A team of researchers working at the Francis Crick Institute has developed a way to find mutations in similar genome regions of cancer samples. In their paper published in the journal Nature Biotechnology, the group describes using a machine-learning algorithm to spot cancerous mutations in non-unique parts of the genome.
As part of human evolutionary history, sections of the genome have undergone rearrangement, and in some cases, duplication. Such duplications have been found to be problematic when attempting to find mutations. Current scanning methods toss out short sequences that are identified as ambiguous, which means that segments of the genome that are very similar to one another are not included in such reports—and that means that any mutations will be missed. In this new effort, the researchers have developed a means for finding mutations in non-unique parts of the genome.

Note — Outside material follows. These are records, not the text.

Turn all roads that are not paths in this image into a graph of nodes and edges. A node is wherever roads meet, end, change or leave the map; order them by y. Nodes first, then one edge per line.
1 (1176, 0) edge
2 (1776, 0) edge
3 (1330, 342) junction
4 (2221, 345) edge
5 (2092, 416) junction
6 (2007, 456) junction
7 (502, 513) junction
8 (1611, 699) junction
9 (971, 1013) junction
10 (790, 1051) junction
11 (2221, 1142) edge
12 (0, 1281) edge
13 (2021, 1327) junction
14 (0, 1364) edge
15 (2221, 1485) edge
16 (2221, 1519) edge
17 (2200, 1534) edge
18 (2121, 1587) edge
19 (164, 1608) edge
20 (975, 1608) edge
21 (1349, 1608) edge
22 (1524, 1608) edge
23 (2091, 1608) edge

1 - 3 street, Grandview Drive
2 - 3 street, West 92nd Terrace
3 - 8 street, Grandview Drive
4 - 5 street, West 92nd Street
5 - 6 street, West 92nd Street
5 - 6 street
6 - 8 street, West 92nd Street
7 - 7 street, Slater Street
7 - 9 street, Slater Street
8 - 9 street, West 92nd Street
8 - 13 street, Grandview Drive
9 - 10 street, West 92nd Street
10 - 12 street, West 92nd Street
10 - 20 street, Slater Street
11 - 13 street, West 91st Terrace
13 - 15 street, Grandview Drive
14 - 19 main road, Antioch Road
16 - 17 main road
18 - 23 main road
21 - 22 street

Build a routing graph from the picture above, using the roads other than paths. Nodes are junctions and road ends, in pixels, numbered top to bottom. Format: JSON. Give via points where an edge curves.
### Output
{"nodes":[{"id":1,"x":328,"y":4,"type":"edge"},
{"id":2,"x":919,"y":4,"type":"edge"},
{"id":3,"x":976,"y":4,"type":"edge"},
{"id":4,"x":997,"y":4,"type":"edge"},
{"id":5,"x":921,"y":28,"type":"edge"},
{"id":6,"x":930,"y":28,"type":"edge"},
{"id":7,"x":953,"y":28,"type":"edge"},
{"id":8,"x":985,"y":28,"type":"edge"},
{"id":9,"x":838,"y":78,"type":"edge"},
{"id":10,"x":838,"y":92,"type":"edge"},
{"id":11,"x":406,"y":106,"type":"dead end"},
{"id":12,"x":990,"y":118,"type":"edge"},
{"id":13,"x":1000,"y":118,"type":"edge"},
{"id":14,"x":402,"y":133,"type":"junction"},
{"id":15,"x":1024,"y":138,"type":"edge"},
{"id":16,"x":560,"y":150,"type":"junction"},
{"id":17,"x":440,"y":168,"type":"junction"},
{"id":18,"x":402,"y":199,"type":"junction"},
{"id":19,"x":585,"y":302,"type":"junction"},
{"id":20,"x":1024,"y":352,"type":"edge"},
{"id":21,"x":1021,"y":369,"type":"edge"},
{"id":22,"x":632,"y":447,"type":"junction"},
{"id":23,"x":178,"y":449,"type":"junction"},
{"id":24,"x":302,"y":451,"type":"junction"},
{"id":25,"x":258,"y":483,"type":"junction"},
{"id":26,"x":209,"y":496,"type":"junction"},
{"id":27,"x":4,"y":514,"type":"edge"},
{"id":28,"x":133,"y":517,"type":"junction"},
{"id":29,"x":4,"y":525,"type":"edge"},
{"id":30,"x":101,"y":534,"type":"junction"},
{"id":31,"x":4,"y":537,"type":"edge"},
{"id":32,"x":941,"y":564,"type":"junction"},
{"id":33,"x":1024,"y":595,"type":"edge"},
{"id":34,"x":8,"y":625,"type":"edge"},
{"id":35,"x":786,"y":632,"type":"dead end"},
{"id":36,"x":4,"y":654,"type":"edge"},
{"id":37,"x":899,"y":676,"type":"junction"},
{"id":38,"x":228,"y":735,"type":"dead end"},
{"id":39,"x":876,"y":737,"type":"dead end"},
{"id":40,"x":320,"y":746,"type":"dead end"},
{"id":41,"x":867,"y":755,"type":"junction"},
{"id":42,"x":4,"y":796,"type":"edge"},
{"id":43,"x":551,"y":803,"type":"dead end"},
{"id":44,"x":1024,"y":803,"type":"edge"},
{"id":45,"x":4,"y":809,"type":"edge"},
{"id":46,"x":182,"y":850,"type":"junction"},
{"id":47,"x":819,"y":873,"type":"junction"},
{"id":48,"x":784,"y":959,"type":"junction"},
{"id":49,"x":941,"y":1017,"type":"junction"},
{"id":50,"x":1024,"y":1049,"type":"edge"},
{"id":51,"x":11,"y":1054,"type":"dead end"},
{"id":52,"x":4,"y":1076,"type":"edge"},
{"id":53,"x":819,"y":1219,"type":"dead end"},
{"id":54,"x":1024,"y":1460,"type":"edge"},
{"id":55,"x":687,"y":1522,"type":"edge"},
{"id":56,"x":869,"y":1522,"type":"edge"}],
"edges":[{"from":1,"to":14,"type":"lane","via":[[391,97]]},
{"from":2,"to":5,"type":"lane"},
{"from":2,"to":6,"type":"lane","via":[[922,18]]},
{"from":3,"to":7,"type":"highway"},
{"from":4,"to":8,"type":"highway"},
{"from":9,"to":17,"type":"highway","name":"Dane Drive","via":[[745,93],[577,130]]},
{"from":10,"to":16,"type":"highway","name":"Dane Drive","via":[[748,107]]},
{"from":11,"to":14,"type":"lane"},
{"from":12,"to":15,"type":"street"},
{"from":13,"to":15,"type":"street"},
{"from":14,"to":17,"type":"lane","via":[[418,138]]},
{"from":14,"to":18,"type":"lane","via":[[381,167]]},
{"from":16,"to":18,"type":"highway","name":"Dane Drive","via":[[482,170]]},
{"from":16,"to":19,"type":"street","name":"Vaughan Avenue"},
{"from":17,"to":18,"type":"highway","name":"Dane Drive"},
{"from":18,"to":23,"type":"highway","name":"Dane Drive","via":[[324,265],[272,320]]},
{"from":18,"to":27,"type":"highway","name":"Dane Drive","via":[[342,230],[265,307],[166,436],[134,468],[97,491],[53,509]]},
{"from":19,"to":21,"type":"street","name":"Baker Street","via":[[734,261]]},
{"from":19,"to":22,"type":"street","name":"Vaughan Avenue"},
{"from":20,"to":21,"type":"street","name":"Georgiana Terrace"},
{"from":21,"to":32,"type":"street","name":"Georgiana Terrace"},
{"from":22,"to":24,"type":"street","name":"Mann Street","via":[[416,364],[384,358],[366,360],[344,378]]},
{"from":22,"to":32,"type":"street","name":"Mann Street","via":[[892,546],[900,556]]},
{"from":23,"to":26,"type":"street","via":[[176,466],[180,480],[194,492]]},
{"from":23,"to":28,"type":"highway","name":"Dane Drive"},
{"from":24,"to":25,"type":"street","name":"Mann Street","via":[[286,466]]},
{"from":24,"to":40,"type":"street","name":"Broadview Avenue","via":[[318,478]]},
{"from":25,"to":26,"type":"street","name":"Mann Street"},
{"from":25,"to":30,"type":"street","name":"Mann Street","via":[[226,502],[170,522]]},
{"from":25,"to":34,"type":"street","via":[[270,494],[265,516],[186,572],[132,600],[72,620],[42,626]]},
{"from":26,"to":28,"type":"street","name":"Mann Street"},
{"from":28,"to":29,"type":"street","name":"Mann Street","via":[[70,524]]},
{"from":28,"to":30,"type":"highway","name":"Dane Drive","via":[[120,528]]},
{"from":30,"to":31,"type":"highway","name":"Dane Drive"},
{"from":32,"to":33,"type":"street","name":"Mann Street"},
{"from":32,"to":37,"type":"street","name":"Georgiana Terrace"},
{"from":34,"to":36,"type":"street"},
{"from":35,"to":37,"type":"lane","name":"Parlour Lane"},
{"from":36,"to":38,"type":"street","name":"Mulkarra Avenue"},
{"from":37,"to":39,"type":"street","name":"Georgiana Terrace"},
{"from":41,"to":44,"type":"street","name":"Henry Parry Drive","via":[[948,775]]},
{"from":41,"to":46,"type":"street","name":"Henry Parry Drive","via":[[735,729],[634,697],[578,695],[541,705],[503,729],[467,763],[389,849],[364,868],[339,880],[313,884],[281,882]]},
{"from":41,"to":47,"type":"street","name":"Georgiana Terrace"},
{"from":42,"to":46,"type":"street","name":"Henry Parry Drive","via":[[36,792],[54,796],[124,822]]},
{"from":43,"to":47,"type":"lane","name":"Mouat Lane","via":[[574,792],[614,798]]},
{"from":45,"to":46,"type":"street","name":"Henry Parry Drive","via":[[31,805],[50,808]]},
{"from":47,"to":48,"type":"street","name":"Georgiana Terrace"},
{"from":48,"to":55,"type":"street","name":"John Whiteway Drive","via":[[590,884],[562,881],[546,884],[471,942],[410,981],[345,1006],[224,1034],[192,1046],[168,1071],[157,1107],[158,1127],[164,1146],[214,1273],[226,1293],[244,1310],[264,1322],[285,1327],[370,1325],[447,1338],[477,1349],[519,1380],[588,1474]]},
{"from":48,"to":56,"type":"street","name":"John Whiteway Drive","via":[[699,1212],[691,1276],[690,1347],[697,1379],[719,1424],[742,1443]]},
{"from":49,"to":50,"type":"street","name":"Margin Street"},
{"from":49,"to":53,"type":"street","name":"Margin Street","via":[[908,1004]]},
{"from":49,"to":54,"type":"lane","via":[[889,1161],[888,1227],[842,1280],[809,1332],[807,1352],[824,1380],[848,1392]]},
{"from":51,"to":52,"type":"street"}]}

The approach involved first developing a list of genome regions known to be similar to other regions and then using them to teach a machine-learning algorithm how to recognize them. Researchers then used the algorithm to spot mutations in different tissues—2,658 samples from the Pan-Cancer Analysis of Whole Genome dataset. The researchers uncovered mutations in 1,744 coding sequences along with thousands of other mutations in non-coding sequences. They also found that their algorithm had a false discovery rate of approximately 7% and a validation rate of more than 80%.
The researchers noted that those mutations that involved coding sequences have an impact on protein sequences, some of which have been linked to cancer types. They also found instances of mutations that led to protein changes, that have also been linked to specific kinds of cancers. As one example, they found a recurrent mutation in the KMT2C and PIK3CA genes. They also found mutations that have been linked to breast cancer. And they found mutations that are involved in regulatory regions, including some in the immunoglobulin family.
The researchers suggest their technique can be used by other teams as a means to overcome issues with overlooking mutations in near-duplicate genetic regions.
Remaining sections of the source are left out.